Reasons For the Block and How to Get Passed Them
- As mentioned above, the left side of your brain, the analytical side, gets in the way. It can be difficult to shut this part of your head down, but you need to do it. This has happened to me on a number of occasions. What I did was write anyway, even if what I wrote wasn’t any good. Later you can go back and change it, and who knows, this may spur on more and better ideas. Brainstorming also works, and sometimes you just need to work on the development of the story itself. I keep a binder with tabbed sections for various literary items, such as Character, Setting, World Building, Brainstorming, just to name a few. Writing in your binder, or whatever you keep, can create ideas as well. Read the following book by Henriette Anne Klauser called Writing on Both Sides of the Brain: Breakthrough Techniques for People Who Write. This book helped me tremendously. See link below.
- Indecision. Maybe you have 2 or 3 or more possible ideas regarding what should come next, but you don’t know which one to choose. This is a great time to stop writing and start evaluating. Yes, I said it. You’ll have to use the left side of your brain here. Write each idea down on a note card and place them in front of you. Think about what you’ve written thus far and decide which idea will move your story forward to where you want it to go. Does this mean you have to scrap the other ideas you don’t use? No, not at all. Save them for later.
- You finished your thought process. This is huge. Another author told me she doesn’t ever get writer’s block. When I asked her why, she said she doesn’t stop writing at the end of a scene/chapter. She stops writing for the day in the middle of a scene where it is easy to pick up on the movement of the story the next day. So she doesn’t allow her thought process for the story to stop when she stops. I hope this makes sense. There is just one problem with this though. You will come to the end of that scene/chapter eventually, which means you might get hit with reasons 1 and 2 above.
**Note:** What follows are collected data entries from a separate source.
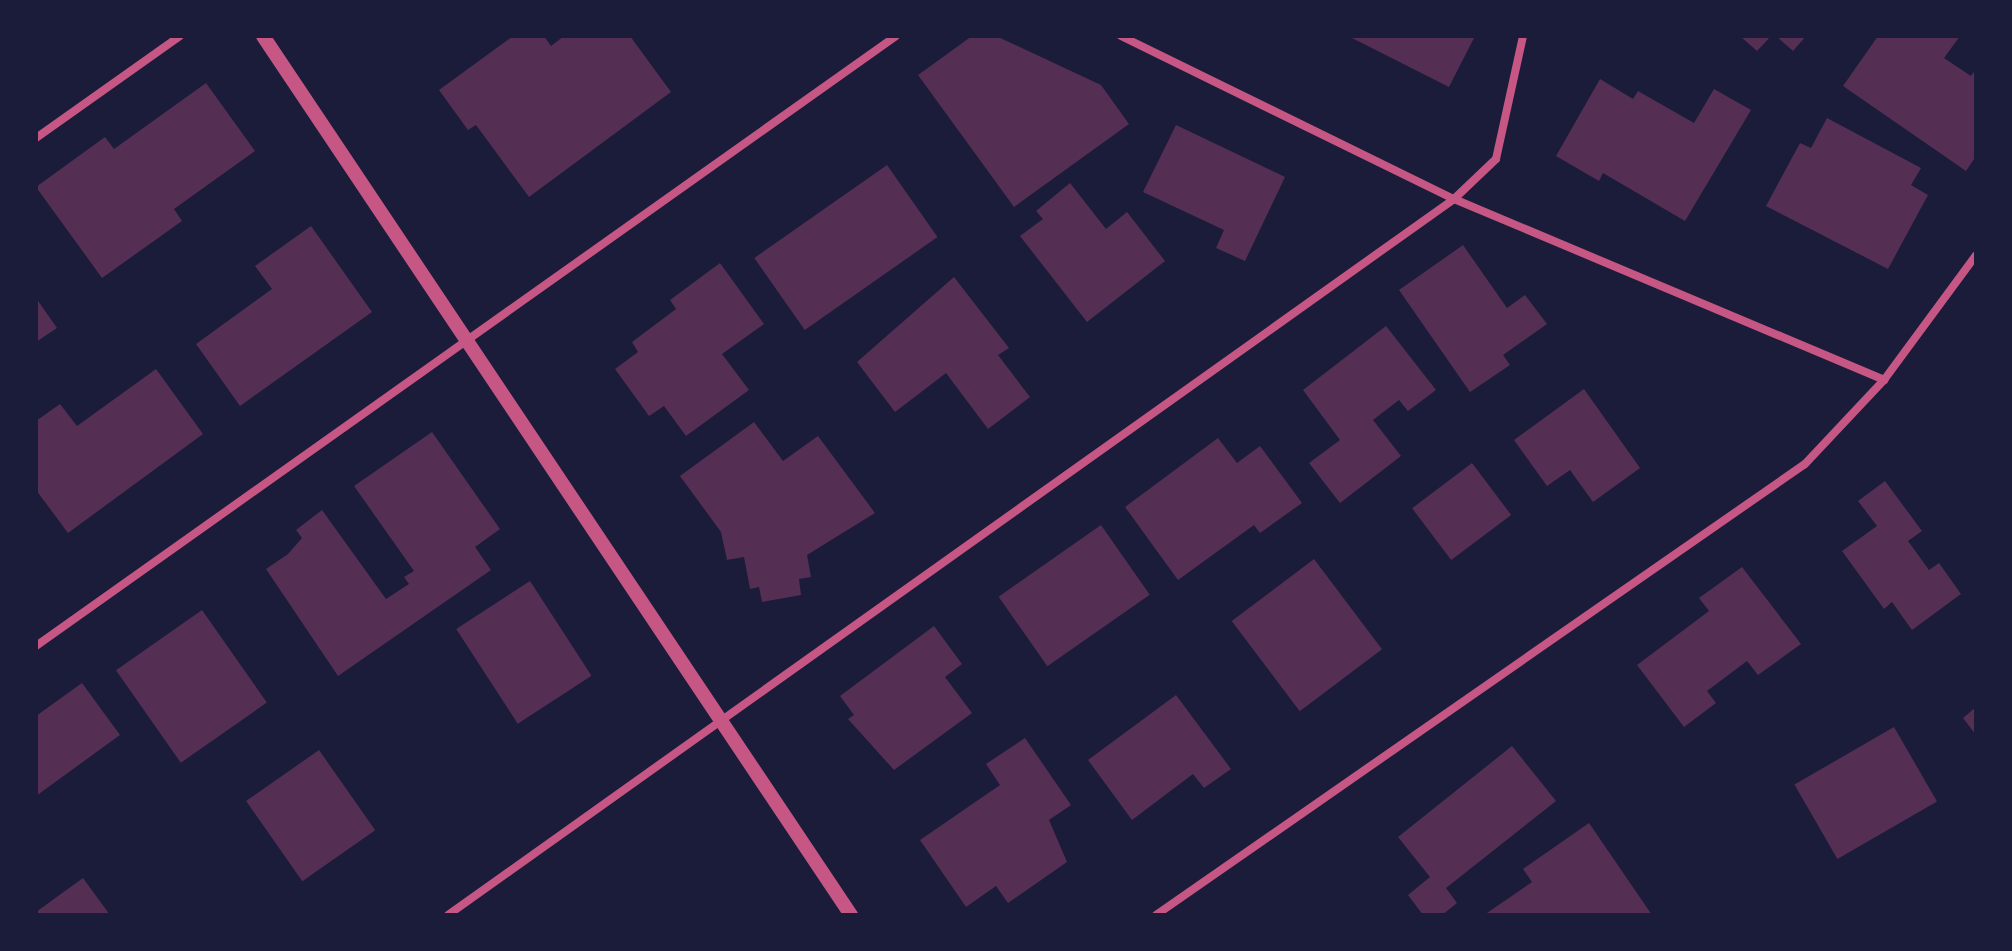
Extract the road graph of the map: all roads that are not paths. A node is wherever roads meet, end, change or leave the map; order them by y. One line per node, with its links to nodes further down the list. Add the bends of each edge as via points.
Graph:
1 (180, 36): 6 (street)
2 (263, 36): 9 (street)
3 (896, 36): 9 (street)
4 (1121, 36): 7 (street)
5 (1523, 36): 7 (street, via 1496,159)
6 (36, 138)
7 (1454, 199): 10 (street); 12 (street)
8 (1976, 255): 10 (street)
9 (470, 345): 11 (street); 12 (street)
10 (1884, 380): 15 (street, via 1805,464)
11 (36, 646)
12 (724, 718): 13 (street); 14 (street)
13 (448, 915)
14 (851, 915)
15 (1156, 915)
- Ordering of story information. Stories are written with the three act structure in mind. Act I: Backstory, Act II: The Chase/The Attach, Act III: Resolution. Certain types of information belong ONLY in their perspective acts. Put the wrong type of information into the wrong act, and your story will be thrown way off. The result of this can lead to writer’s block. How do you combat this? There is a book I HIGHLY recommend. See below. I’ve provided the link in case you are interested in purchasing.
In the end your story will work out. It’s not the road you travel, it’s how you travel along that road that matters. You’ll get there.